Among the contents of the Repository:
- "Uncle Abram", a report on an elderly slave who was whipped severely, by E[lkanah] Beard, "chief field agent in the Mississippi valley for the Freedman's Committee of the Indiana Yearly Meeting of Friends". Beard also contributed "A Trip Down the Mississippi River", on conditions in the contraband camps set up in the wake of the advancing Union armies. Beard's journals were not transcribed in full and published until 2017.

- Charles Eliot Norton, editor of the North American Review, also contributed an article to the Students' Repository: "The Moral Unity of the Human Race", described as an "Extract from an Address...on the 'Correspondence of American Principles in Religion and Politics', read before the Autumnal Convention of the Unitarians, at Springfield, Mass., Oct. 14, 1863."
- Also by Norton: "The Legend of the Wandering Jew", along with an "extract from one of his recent letters to us", appeared in the final issue, dated October 1864.

==Later years==
Founders' heirs continued to own title to the property in the name of the Institute. The structure was used by the county for a period as a public school. The state challenged the Institute in a legal challenge to gain control of the property. After nearly 30 years of court cases, during which the school did not operate and buildings deteriorated, the Jay circuit court ruled in 1924 that the Union Literary Institute owned the remaining structures and 120 acres of property. It ordered that a commissioner be appointed to sell it, and give the monies to the state for state institutions.
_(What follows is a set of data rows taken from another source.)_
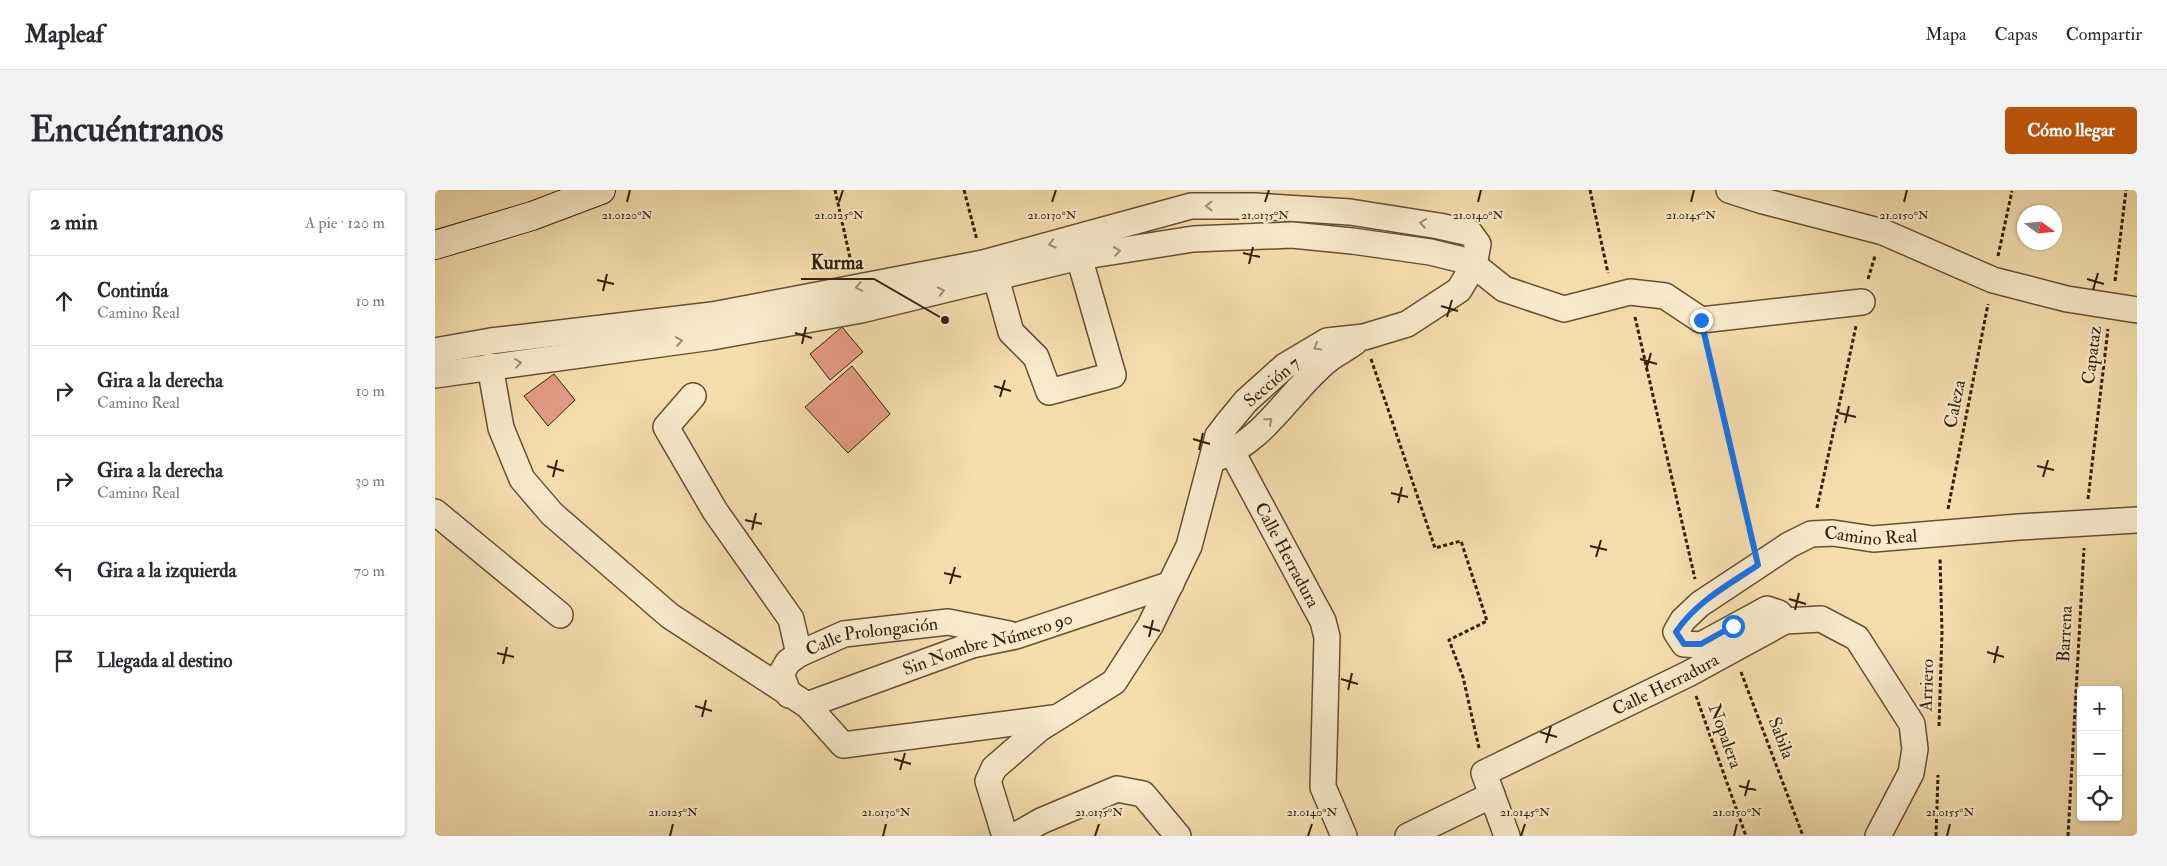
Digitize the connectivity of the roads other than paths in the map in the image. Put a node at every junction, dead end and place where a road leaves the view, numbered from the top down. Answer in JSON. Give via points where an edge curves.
{"nodes":[{"id":1,"x":601,"y":190,"type":"edge"},
{"id":2,"x":1729,"y":190,"type":"edge"},
{"id":3,"x":554,"y":198,"type":"edge"},
{"id":4,"x":435,"y":245,"type":"edge"},
{"id":5,"x":1079,"y":257,"type":"junction"},
{"id":6,"x":1475,"y":266,"type":"junction"},
{"id":7,"x":990,"y":270,"type":"junction"},
{"id":8,"x":1862,"y":302,"type":"road end"},
{"id":9,"x":2137,"y":310,"type":"edge"},
{"id":10,"x":435,"y":351,"type":"edge"},
{"id":11,"x":490,"y":366,"type":"junction"},
{"id":12,"x":435,"y":375,"type":"edge"},
{"id":13,"x":693,"y":396,"type":"dead end"},
{"id":14,"x":1221,"y":449,"type":"junction"},
{"id":15,"x":435,"y":512,"type":"edge"},
{"id":16,"x":2137,"y":520,"type":"edge"},
{"id":17,"x":1171,"y":584,"type":"junction"},
{"id":18,"x":560,"y":615,"type":"dead end"},
{"id":19,"x":1785,"y":621,"type":"junction"},
{"id":20,"x":1016,"y":636,"type":"junction"},
{"id":21,"x":799,"y":654,"type":"junction"},
{"id":22,"x":798,"y":700,"type":"junction"},
{"id":23,"x":1057,"y":717,"type":"junction"},
{"id":24,"x":1488,"y":784,"type":"junction"},
{"id":25,"x":1044,"y":829,"type":"edge"},
{"id":26,"x":1010,"y":836,"type":"edge"},
{"id":27,"x":1015,"y":836,"type":"edge"},
{"id":28,"x":1178,"y":836,"type":"edge"},
{"id":29,"x":1343,"y":836,"type":"edge"},
{"id":30,"x":1408,"y":836,"type":"edge"},
{"id":31,"x":1507,"y":836,"type":"edge"},
{"id":32,"x":1879,"y":836,"type":"edge"}],
"edges":[{"from":1,"to":3,"type":"main road"},
{"from":2,"to":9,"type":"street","via":[[1883,232],[1993,280],[2067,299]]},
{"from":3,"to":4,"type":"main road"},
{"from":5,"to":6,"type":"street","one_way":true,"via":[[1193,239],[1292,235],[1430,252]]},
{"from":5,"to":7,"type":"street"},
{"from":5,"to":7,"type":"street","via":[[1113,375],[1049,392],[1036,357],[1011,332]]},
{"from":6,"to":7,"type":"street","one_way":true,"via":[[1478,244],[1470,233],[1439,226],[1351,212],[1191,206]]},
{"from":6,"to":8,"type":"street","via":[[1504,289],[1564,309],[1621,294],[1665,296],[1701,320]]},
{"from":6,"to":14,"type":"street","name":"Sección 7","via":[[1459,290],[1407,324],[1364,337],[1327,341],[1285,366],[1246,401]]},
{"from":7,"to":10,"type":"street","one_way":true,"via":[[857,287],[712,315],[491,341]]},
{"from":11,"to":7,"type":"street","one_way":true,"via":[[721,335],[861,310]]},
{"from":11,"to":12,"type":"street"},
{"from":11,"to":22,"type":"street","via":[[501,428],[522,479],[552,514],[670,616]]},
{"from":13,"to":21,"type":"street","via":[[666,427],[715,511],[791,618]]},
{"from":14,"to":17,"type":"street","via":[[1189,546]]},
{"from":14,"to":29,"type":"street","name":"Calle Herradura","via":[[1323,621],[1327,637],[1323,787]]},
{"from":15,"to":18,"type":"street"},
{"from":16,"to":19,"type":"street","name":"Camino Real","via":[[1873,539],[1833,533],[1811,534],[1700,604],[1676,632],[1684,644],[1701,644],[1767,609],[1779,613]]},
{"from":17,"to":20,"type":"street","name":"Sin Nombre Número 90"},
{"from":17,"to":23,"type":"street","via":[[1150,626],[1114,682]]},
{"from":19,"to":24,"type":"street","name":"Calle Herradura"},
{"from":19,"to":32,"type":"street","name":"Calle Herradura","via":[[1821,619],[1857,638],[1912,724],[1915,749],[1911,773]]},
{"from":20,"to":21,"type":"street","name":"Calle Prolongación","via":[[948,622],[844,634]]},
{"from":20,"to":22,"type":"street","name":"Sin Nombre Número 90","via":[[972,646]]},
{"from":21,"to":22,"type":"street","name":"Calle Prolongación","via":[[788,662],[781,674]]},
{"from":22,"to":23,"type":"street","via":[[843,745]]},
{"from":23,"to":26,"type":"street","via":[[1039,728],[993,768],[988,781],[1004,833]]},
{"from":24,"to":30,"type":"street","name":"Calle Herradura"},
{"from":24,"to":31,"type":"street"},
{"from":25,"to":27,"type":"street"},
{"from":25,"to":28,"type":"street","via":[[1117,789],[1143,794]]}]}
The two-story brick building survived, although the second floor was removed when it was used as a barn. By 2010 it was bought by the Union Literary Institute Preservation Society.

==Notable students==
- Hiram Rhodes Revels, the first African American U.S. senator
- Joseph Lowery Johnson, physician and U.S. ambassador to Liberia
- James Sidney Hinton, the first African American elected to the Indiana House of Representatives
- Amanda Way, president of the Indiana Women's Suffrage movement

==Archival material==
The William Henry Smith Memorial Library of the Indiana Historical Society, Indianapolis, owns the Union Literary Institute Recording Secretary's book, 1845–1890.

==Legacy and honors==
- The Union Literary Institute Preservation Society was founded to preserve the historic structure, and materials related to founding and operation of the school. By 2010 it owned the building, but a 2012 storm destroyed most of the front wall, leaving it in ruins. The Society hopes to create a pavilion to protect the remainder and promote interpretation of the site. It has worked with Randolph County Commissioners and Ball State University to develop the plan.
- A historical marker at the site was erected in 2016 by the Indiana Historical Bureau and the Union Literary Institute Preservation Society.